— WORK ORDER —
For the entries below, report the number of lines containing "Murai", without any other content.

— TASK MATERIAL —

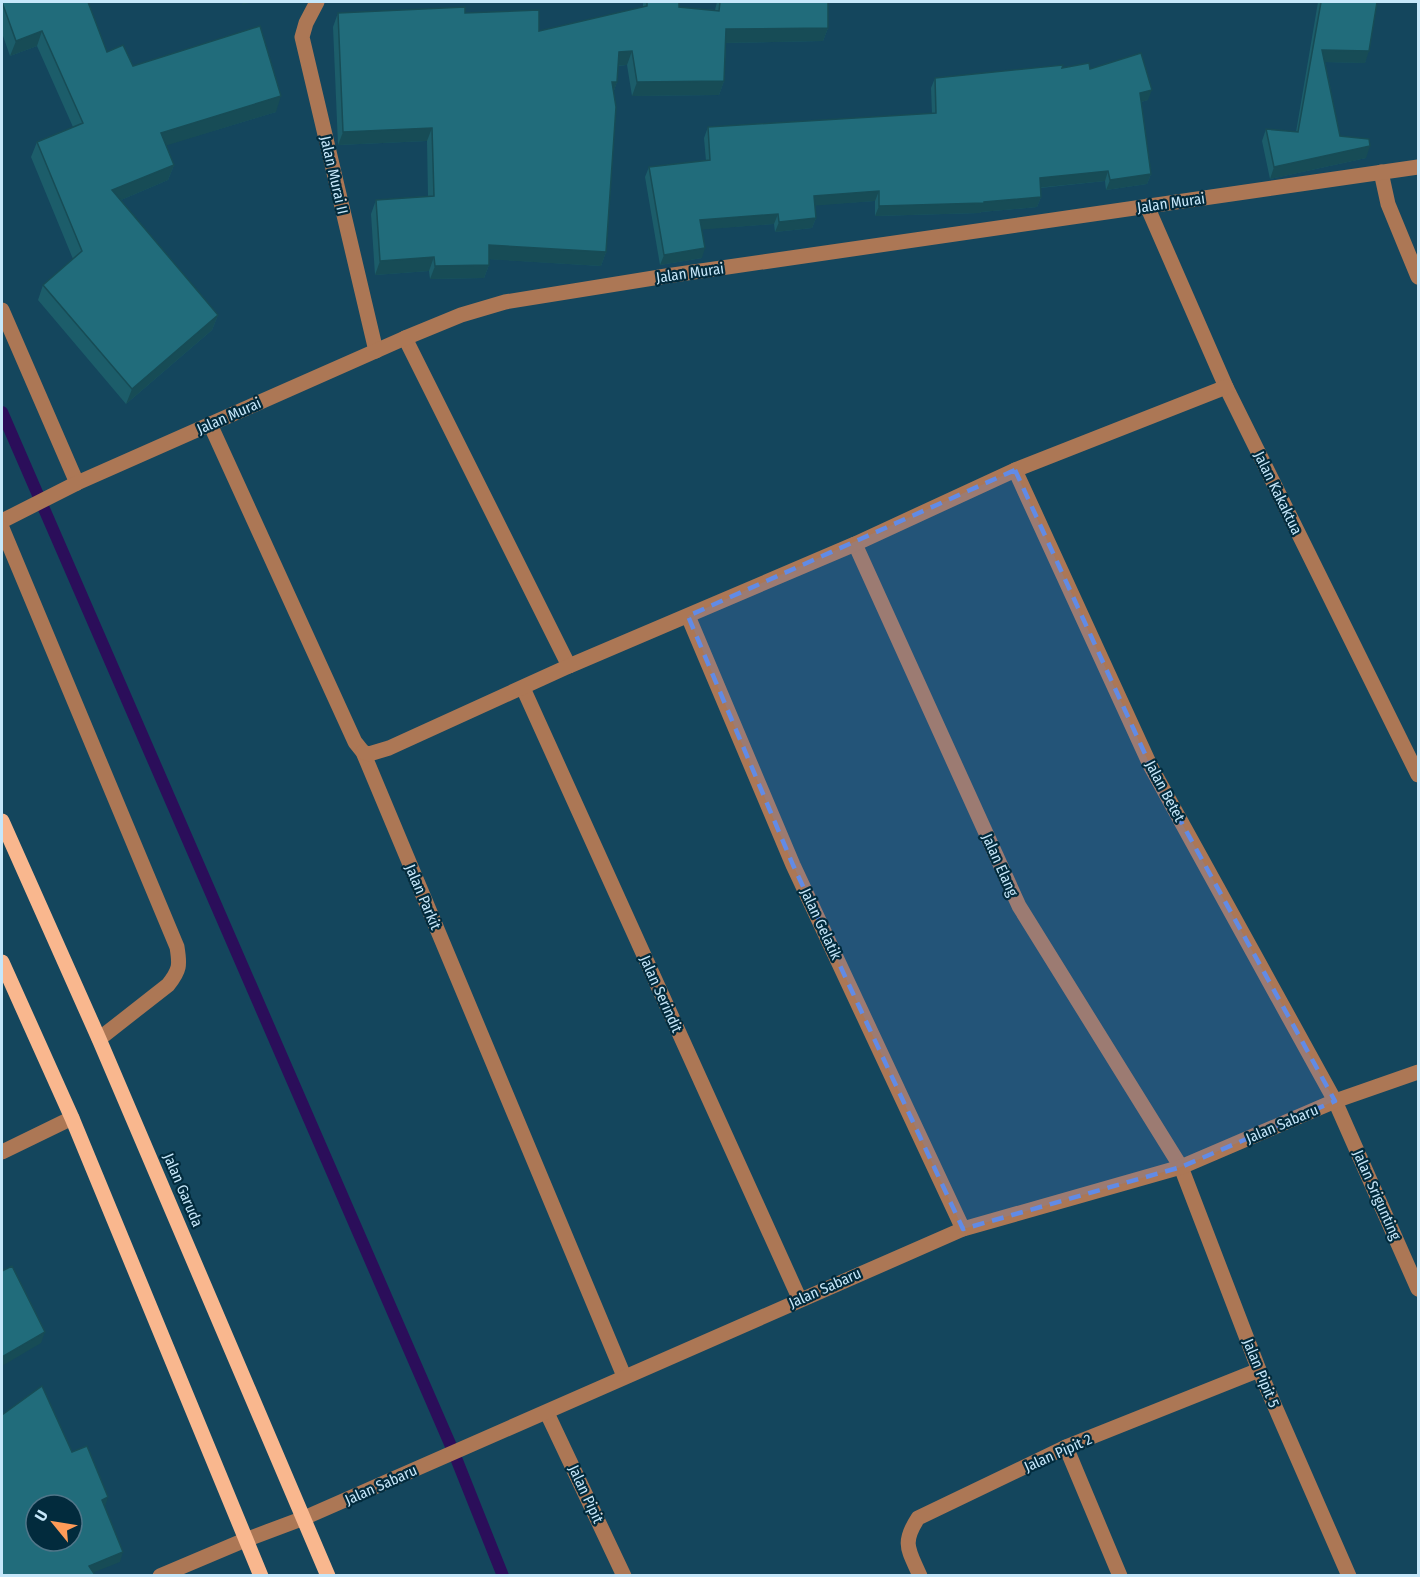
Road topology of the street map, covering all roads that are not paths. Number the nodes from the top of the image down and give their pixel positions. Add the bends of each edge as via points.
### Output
1 (317, 2) edge
2 (1419, 167) edge
3 (1381, 172) junction
4 (1147, 206) junction
5 (1419, 277) edge
6 (2, 310) edge
7 (405, 338) junction
8 (376, 351) junction
9 (1226, 387) junction
10 (210, 424) junction
11 (1015, 470) junction
12 (77, 483) junction
13 (2, 521) edge
14 (2, 528) edge
15 (855, 544) junction
16 (688, 616) junction
17 (569, 666) junction
18 (523, 688) junction
19 (363, 752) junction
20 (1419, 775) edge
21 (2, 821) edge
22 (2, 962) edge
23 (99, 1039) junction
24 (1419, 1072) edge
25 (1335, 1101) junction
26 (72, 1118) junction
27 (2, 1152) edge
28 (1181, 1167) junction
29 (963, 1229) junction
30 (1419, 1289) edge
31 (800, 1300) junction
32 (1259, 1370) junction
33 (624, 1376) junction
34 (547, 1413) junction
35 (1066, 1447) junction
36 (304, 1518) junction
37 (245, 1540) junction
38 (160, 1575) edge
39 (261, 1575) edge
40 (328, 1575) edge
41 (624, 1575) edge
42 (920, 1575) edge
43 (1120, 1575) edge
44 (1349, 1575) edge

1 - 8 street, Jalan Murai II via 302,38
2 - 3 street, Jalan Murai
3 - 4 street, Jalan Murai
3 - 5 street via 1388,204
4 - 7 street, Jalan Murai via 505,302
4 - 9 street, Jalan Kakaktua
6 - 12 street
7 - 8 street, Jalan Murai
7 - 17 street
8 - 10 street, Jalan Murai
9 - 11 street
9 - 20 street, Jalan Kakaktua
10 - 12 street, Jalan Murai
10 - 19 street, Jalan Parkit via 355,742
11 - 15 street
11 - 25 street, Jalan Betet via 1151,767
12 - 13 street, Jalan Murai
14 - 23 street via 177,947 180,963 168,985
15 - 16 street
15 - 28 street, Jalan Elang via 1019,906
16 - 17 street
16 - 29 street, Jalan Gelatik via 793,865
17 - 18 street
18 - 19 street via 389,748
18 - 31 street, Jalan Serindit
19 - 33 street, Jalan Parkit
21 - 23 main road, Jalan Garuda
22 - 26 main road
23 - 36 main road, Jalan Garuda
24 - 25 street, Jalan Sabaru
25 - 28 street, Jalan Sabaru
25 - 30 street, Jalan Srigunting
26 - 27 street
26 - 37 main road
28 - 29 street, Jalan Sabaru
28 - 32 street, Jalan Pipit 5
29 - 31 street, Jalan Sabaru
31 - 33 street, Jalan Sabaru
32 - 35 street, Jalan Pipit 2
32 - 44 street, Jalan Pipit 5
33 - 34 street, Jalan Sabaru
34 - 36 street, Jalan Sabaru
34 - 41 street, Jalan Pipit
35 - 42 street, Jalan Pipit 2 via 918,1518 908,1533 908,1547
35 - 43 street
36 - 37 street, Jalan Sabaru
36 - 40 main road, Jalan Garuda
37 - 38 street, Jalan Sabaru
37 - 39 main road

— OUTPUT OF THE TASK —
8